Transitions | vic.gov.au
You can use our Planning Process Glossary to help explain any technical terms listed on this page.
Design standards and indicative drawings for crossovers can be found on the page of technical drawings for road works(Opens in a new window).
What is a crossover?
A junction is a driveway/pathway connection, from the edge of a property to a road, which often crosses a footpath, landscaped strip or sidewalk.
The intersection allows vehicles to move between the property and the road.
Crossovers are a path created within a road reserve to enable access from the property to the road.
Differences between entrance and intersection
Access relates to:
- The path used to approach the road from inside the property
- What happens inside the site only and not in the road reserve.
A doorway is also often referred to as a corridor. The image below shows the difference between doorway and intersection.
New move-ins and your possessions
If you are seeking new access (or changes to existing access) from your property to the Department of Transport and Planning’s major road network, planning permission must be obtained from the council.
The application will be referred to the Department of Transport and Planning for assessment under section 52.29 of the Victorian Planning Provisions(Opens in a new window).
Once planning permission has been issued by the responsible authority, a vehicle crossing permit and/or road opening permit will still be required from your local council to carry out the works.

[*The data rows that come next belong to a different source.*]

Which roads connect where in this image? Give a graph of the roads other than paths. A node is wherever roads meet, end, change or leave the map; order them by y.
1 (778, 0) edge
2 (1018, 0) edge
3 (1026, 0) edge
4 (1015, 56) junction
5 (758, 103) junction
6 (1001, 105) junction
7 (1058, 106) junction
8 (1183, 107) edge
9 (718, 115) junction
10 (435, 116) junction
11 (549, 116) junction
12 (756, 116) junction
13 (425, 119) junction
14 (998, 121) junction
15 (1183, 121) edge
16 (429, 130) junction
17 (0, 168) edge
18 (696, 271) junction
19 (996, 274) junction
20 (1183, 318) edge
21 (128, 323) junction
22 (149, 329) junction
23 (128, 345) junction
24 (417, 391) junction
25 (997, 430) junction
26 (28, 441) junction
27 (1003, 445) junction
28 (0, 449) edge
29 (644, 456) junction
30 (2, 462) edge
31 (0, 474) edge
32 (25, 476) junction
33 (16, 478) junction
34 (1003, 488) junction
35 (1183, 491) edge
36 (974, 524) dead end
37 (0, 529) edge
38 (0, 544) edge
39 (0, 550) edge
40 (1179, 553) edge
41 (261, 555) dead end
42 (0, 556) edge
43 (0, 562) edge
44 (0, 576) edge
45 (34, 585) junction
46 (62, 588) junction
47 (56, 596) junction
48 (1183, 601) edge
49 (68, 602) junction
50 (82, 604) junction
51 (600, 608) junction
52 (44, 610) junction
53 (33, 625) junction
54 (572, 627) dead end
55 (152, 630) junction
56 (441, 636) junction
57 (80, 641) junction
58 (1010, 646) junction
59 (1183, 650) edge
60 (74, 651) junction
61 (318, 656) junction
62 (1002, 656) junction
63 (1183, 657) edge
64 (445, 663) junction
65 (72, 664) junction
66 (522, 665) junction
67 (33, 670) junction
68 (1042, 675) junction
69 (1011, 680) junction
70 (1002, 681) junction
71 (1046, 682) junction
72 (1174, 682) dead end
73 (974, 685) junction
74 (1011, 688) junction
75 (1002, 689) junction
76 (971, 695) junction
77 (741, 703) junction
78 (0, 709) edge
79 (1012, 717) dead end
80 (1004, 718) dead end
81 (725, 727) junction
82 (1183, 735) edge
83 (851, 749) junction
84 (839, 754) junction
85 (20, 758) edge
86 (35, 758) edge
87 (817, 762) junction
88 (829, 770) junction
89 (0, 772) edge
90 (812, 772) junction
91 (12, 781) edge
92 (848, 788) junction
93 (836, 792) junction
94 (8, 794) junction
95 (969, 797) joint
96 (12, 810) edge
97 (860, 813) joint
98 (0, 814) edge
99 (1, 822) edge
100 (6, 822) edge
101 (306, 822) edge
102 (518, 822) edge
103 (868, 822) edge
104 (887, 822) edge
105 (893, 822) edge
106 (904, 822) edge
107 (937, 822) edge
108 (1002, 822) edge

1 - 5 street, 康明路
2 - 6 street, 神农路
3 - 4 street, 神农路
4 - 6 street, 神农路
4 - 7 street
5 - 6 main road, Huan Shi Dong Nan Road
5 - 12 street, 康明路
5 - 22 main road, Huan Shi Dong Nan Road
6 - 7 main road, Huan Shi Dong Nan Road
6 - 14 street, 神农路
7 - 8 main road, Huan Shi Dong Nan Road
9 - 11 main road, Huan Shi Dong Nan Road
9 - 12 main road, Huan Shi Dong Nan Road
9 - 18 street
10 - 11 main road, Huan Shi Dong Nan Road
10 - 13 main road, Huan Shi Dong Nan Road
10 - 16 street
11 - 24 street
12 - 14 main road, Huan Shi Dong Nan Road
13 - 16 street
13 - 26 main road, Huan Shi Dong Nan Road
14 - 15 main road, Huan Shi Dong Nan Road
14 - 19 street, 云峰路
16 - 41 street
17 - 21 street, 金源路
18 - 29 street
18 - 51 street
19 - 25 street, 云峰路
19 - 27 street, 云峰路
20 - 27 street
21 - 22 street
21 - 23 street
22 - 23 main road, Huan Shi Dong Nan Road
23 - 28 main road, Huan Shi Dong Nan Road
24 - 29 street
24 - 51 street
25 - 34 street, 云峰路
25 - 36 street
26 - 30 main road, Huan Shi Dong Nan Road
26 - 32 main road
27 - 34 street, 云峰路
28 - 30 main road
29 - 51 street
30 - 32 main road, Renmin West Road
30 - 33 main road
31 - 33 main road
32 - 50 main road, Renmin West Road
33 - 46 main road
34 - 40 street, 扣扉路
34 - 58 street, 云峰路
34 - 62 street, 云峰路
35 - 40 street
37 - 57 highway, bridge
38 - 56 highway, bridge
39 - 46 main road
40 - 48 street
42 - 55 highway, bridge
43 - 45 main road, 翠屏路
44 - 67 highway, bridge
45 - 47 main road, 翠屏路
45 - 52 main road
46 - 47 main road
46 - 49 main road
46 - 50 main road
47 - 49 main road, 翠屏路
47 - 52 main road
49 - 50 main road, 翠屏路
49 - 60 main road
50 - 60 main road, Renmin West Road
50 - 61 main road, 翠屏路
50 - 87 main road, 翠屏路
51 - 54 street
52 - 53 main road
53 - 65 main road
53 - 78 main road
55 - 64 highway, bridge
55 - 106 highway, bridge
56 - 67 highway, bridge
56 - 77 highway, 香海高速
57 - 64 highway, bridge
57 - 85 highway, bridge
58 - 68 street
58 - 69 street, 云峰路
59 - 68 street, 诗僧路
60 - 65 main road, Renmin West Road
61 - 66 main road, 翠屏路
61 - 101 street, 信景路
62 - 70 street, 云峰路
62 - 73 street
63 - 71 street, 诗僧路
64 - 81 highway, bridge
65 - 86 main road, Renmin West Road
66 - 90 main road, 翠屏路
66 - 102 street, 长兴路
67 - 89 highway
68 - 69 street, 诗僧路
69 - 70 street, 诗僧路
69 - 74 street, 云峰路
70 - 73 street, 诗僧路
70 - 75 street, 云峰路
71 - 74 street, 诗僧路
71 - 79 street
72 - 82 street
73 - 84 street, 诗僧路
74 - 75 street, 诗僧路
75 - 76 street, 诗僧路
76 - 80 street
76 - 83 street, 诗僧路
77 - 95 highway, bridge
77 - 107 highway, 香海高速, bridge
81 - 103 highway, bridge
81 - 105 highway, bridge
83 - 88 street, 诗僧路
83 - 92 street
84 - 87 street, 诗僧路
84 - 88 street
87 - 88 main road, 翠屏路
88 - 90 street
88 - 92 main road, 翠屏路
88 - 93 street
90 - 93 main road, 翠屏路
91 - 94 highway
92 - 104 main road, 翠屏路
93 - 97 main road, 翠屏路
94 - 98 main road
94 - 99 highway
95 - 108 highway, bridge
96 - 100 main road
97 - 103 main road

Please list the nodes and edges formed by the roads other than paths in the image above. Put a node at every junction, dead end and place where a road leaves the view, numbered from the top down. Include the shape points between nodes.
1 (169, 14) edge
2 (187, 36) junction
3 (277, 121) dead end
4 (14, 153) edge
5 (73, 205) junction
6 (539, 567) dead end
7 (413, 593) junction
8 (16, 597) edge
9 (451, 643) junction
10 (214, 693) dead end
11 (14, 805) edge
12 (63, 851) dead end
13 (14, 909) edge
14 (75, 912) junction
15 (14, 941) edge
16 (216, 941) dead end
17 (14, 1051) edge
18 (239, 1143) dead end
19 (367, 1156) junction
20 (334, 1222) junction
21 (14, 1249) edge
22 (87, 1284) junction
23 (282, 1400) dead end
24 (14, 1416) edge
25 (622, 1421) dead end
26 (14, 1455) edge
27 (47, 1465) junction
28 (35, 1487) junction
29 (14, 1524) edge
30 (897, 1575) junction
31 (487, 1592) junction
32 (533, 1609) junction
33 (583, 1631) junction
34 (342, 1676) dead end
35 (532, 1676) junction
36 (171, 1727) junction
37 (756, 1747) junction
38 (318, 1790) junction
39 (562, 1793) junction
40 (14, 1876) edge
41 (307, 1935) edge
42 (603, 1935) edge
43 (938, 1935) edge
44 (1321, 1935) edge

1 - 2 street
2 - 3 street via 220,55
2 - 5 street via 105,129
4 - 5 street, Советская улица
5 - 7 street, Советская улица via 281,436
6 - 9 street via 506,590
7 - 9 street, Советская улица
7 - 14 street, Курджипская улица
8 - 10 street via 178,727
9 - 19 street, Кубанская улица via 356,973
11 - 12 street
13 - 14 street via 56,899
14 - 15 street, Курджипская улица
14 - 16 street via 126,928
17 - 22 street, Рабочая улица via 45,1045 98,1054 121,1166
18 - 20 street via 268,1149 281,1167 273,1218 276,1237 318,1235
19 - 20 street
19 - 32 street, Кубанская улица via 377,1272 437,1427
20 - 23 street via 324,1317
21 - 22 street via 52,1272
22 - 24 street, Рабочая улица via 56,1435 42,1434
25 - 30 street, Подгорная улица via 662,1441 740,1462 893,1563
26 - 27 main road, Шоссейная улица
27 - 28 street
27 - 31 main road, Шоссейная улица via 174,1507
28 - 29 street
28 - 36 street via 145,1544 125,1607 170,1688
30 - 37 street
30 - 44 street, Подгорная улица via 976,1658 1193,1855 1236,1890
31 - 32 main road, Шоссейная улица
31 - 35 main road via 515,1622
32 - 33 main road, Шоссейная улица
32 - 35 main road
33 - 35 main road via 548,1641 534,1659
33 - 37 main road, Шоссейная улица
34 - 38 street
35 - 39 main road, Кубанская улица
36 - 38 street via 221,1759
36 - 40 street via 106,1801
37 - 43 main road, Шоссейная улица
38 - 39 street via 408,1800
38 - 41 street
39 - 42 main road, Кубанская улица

In addition, on a Department of Transport and Planning arterial route, there may be additional requirements or approvals under the Roads Management Act 2004(Opens in a new window) To carry out any work within the road reserve. It is important to always check with the Department for Transport and Planning to see if there are any other requirements that need to be met, even if planning approval has been granted for access.
New access considerations
When assessing requests for new access, the Department of Transport and Planning will take into account factors such as:
- How vehicles enter and exit the road – that is, driving forward and not reversing in traffic
- Proposed intersection design – including location, width, angle and line of sight
- Types of vehicles and traffic generated by the proposal – i.e. trucks or delivery vehicles, cars, motorcycles and bicycles (as well as the number of such vehicles at different times)
- Current road conditions – including traffic volume, speed and current infrastructure (traffic lights, highways, pedestrian crossings, tram or bus stops)
- Any work the site developer may require to ensure that the intersection and road network operates safely – including the provision of slip lanes, traffic islands, traffic signals etc.
The Department of Transport and Planning may impose conditions on planning permission to ensure that the arterial road network continues to operate in an efficient and safe manner.
Design standards for rural crossovers are available on the Standard Drawings for Roadworks page(Opens in a new window) Within the arrival and stopping bays.
Create a new crossover or remove an existing crossover
Under Section 63(1) of the Roads Administration Act(Opens in a new window)No person may carry out any work on, on, under or above the road without obtaining written approval from the Coordinated Roads Authority.
Any works on the road corridor generally need permission from the road manager. As for arterial roads, the road manager is the Department of Transport and Planning
However, there are exceptions in the Road Management (Works and Infrastructure) Regulations 2015(Opens in a new window) Relocation operations may be exempted from the requirement to obtain approval for the works (if the works do not have a traffic impact).
For more information on this topic, you can visit the business page under Route Reservation(Opens in a new window) Or contact us.
Conditions that may be imposed by the Ministry of Transport and Planning
All applications are assessed individually taking into account the location and surrounding road network, as described above.
Depending on the scale of the proposed development, the Department of Transport and Planning may also require additional works within the road reserve.
The Department of Transport and Planning normally requires that vehicles enter and exit a property driving forward (not backward). Other conditions may be specified, relating to any aspect of the proposal, to ensure the safe and efficient operation of the major road network.
Traffic management plans
Even if approval for the works is not required, all work on the road reserve must be carried out safely. This means that a traffic management plan is prepared in accordance with Section 99A of the Road Safety Act(Opens in a new window) Important.
There should always be a copy of the traffic management plan on site when workers are present.
A traffic management plan is required to ensure that your work is carried out in a way that is safe for road users and road workers.
More information and guidance on traffic management plans is available on the Action page under Road Booking(Opens in a new window).